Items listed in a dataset
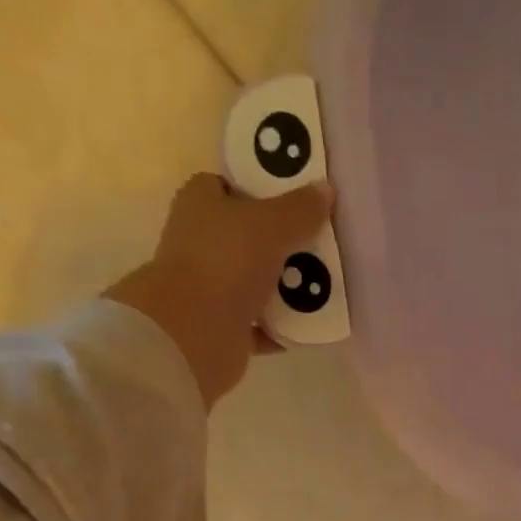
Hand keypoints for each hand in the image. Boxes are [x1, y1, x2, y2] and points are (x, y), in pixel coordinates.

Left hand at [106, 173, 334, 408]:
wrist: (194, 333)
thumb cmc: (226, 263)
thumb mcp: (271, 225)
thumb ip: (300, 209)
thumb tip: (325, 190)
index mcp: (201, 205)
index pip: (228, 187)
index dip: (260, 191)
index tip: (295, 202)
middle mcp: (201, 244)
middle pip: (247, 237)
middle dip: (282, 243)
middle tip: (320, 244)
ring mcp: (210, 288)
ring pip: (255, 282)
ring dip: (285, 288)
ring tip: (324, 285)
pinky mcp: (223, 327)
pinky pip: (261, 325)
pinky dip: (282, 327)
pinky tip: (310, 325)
* * *
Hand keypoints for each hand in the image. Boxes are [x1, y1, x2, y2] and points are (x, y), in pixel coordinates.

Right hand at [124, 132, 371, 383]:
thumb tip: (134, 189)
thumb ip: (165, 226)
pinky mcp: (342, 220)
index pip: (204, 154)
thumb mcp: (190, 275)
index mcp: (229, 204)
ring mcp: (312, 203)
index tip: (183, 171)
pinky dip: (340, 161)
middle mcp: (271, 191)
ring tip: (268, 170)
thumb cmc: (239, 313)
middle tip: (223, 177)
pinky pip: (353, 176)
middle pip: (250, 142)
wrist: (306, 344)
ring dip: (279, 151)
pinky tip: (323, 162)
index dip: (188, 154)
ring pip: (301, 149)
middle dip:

# Your objective
Only lines containing the string "thumb" belong in the answer; find them in the data above and copy them.

# Answer to this exercise
thumb cmc: (226, 263)
thumb mcp: (271, 225)
thumb ip: (300, 209)
thumb tip: (325, 190)
thumb tip: (134, 189)
thumb ip: (165, 226)
thumb mcp: (190, 275)
thumb cmc: (239, 313)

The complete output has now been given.